Segment Open

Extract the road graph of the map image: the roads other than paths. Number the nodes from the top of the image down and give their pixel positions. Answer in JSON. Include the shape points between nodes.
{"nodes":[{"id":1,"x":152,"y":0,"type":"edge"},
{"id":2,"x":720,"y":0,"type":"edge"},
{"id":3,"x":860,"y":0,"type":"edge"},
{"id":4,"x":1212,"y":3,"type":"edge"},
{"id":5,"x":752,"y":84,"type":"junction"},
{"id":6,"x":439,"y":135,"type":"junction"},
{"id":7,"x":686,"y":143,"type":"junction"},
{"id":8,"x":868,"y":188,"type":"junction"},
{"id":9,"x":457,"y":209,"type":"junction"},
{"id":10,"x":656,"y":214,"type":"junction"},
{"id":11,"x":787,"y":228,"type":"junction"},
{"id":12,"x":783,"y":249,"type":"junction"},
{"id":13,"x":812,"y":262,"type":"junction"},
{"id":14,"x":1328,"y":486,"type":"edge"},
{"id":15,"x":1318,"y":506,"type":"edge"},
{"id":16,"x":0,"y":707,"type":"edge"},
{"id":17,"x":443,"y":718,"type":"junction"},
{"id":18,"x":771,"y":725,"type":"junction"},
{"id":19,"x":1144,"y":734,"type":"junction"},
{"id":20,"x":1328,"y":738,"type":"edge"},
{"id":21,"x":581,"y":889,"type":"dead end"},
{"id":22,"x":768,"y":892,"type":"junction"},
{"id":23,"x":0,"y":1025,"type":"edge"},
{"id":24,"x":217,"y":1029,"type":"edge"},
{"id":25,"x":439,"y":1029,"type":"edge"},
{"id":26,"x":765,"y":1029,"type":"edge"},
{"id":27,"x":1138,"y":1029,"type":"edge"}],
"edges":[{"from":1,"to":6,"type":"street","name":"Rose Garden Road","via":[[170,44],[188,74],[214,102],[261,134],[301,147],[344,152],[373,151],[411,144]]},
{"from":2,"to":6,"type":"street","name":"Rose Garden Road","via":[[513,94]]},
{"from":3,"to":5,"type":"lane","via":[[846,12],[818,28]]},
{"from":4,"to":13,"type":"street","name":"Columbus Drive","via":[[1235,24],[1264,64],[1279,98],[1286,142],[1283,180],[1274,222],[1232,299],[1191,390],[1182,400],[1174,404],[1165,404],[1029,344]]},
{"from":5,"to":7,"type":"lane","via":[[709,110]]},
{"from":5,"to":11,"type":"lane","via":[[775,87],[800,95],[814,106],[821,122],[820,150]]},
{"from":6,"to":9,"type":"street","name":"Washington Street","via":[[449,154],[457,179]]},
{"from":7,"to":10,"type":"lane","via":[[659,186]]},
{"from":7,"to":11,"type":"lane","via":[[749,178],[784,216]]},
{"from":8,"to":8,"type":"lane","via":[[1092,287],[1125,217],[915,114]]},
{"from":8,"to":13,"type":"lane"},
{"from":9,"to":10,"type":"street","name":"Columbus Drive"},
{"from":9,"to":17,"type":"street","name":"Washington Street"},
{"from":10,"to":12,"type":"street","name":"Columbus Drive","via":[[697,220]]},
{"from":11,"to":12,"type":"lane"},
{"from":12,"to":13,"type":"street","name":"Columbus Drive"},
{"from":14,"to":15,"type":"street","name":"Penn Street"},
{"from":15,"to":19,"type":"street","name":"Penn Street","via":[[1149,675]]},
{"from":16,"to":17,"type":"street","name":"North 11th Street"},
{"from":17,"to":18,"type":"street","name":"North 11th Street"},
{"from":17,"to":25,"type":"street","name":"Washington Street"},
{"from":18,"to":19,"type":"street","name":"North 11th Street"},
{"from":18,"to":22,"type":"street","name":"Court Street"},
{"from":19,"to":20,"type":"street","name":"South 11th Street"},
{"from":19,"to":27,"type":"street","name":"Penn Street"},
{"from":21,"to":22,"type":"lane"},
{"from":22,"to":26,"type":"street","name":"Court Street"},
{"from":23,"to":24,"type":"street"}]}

Segment Closed

Task to carry out:
What is needed is every line of the records that contains the word "Court".

Result of the exercise:
{"from":18,"to":22,"type":"street","name":"Court Street"},
{"from":22,"to":26,"type":"street","name":"Court Street"},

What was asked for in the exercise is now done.